Brief: Write only the number of lines in the entries below that contain the string "Rikpa".

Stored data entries
►
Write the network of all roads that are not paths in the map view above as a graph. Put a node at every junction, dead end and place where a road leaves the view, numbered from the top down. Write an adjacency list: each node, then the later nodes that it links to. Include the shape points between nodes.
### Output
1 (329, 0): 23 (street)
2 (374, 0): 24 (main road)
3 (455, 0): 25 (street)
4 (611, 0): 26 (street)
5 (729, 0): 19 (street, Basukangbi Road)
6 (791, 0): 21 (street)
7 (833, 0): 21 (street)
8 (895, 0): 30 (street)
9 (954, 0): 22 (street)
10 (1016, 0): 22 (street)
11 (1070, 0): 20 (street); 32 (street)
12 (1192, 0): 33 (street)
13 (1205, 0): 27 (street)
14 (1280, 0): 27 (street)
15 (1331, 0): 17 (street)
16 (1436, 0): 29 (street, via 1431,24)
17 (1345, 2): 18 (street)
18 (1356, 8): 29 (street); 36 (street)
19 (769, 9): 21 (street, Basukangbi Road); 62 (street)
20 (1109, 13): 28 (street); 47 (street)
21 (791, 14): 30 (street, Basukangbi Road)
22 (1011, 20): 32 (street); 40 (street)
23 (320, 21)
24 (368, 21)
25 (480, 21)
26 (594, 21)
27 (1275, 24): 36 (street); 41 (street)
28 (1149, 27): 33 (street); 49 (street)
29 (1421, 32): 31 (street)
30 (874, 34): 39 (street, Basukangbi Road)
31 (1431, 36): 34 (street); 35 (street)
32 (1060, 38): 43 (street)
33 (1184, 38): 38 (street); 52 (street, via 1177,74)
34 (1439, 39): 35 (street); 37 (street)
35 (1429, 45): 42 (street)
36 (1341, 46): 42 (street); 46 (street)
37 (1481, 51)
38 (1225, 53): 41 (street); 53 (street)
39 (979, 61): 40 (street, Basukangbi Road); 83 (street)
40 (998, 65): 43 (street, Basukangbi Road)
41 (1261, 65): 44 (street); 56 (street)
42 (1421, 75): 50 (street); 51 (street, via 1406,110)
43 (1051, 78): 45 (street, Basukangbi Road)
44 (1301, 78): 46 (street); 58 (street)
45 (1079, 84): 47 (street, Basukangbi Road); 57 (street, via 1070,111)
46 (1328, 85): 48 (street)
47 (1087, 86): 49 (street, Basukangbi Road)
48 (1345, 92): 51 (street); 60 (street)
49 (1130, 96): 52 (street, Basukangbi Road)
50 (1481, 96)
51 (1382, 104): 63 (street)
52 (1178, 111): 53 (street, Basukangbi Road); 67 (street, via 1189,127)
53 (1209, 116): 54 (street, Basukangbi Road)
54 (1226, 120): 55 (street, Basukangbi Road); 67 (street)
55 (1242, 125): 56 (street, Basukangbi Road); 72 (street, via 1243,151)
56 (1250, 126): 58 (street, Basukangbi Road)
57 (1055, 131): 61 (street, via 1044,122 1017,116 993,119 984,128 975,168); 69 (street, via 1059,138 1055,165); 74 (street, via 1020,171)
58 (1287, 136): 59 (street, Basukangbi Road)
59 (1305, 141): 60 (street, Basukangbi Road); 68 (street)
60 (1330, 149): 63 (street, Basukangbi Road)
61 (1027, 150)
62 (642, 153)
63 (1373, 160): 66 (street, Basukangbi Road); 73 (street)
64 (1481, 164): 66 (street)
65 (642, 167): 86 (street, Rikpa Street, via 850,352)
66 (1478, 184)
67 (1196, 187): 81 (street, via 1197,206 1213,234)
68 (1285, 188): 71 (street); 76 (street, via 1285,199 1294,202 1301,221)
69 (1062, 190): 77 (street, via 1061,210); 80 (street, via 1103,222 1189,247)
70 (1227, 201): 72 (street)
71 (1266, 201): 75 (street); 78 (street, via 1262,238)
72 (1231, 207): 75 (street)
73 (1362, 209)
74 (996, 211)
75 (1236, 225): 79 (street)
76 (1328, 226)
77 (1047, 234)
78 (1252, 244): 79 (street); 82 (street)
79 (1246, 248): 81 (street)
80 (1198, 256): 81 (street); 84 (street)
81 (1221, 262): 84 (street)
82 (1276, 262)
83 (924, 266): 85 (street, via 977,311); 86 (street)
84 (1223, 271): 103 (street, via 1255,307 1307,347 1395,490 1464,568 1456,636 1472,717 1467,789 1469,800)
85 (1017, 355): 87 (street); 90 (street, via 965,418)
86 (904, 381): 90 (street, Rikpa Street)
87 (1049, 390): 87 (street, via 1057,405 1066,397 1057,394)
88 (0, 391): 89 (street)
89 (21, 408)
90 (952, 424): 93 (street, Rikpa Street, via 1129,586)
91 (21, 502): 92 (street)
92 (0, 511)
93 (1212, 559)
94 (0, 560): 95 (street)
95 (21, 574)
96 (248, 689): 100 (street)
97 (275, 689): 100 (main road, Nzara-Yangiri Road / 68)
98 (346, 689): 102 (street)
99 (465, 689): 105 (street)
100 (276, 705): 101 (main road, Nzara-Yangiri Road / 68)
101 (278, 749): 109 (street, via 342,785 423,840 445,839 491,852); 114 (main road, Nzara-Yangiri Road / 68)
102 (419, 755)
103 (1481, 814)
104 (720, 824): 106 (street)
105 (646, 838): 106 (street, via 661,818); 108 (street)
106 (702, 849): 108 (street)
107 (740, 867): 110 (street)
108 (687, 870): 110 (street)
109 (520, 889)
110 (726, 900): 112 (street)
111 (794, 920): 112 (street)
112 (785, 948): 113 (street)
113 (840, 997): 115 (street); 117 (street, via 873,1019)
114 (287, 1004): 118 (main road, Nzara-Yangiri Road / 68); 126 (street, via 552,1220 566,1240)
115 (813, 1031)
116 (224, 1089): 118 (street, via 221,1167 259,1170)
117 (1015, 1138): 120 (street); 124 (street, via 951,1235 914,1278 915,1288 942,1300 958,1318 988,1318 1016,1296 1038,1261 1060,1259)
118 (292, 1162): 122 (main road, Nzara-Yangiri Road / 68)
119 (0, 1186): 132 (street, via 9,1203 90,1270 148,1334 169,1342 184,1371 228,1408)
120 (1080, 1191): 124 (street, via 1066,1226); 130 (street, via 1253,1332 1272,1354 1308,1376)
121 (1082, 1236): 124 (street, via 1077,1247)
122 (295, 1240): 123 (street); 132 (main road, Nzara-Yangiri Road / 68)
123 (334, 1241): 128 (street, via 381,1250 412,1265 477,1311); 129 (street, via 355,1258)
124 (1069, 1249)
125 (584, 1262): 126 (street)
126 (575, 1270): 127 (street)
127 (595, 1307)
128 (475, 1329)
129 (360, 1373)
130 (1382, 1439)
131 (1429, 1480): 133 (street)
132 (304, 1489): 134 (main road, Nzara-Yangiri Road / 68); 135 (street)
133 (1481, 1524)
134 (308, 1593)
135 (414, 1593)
◄
Written response: 3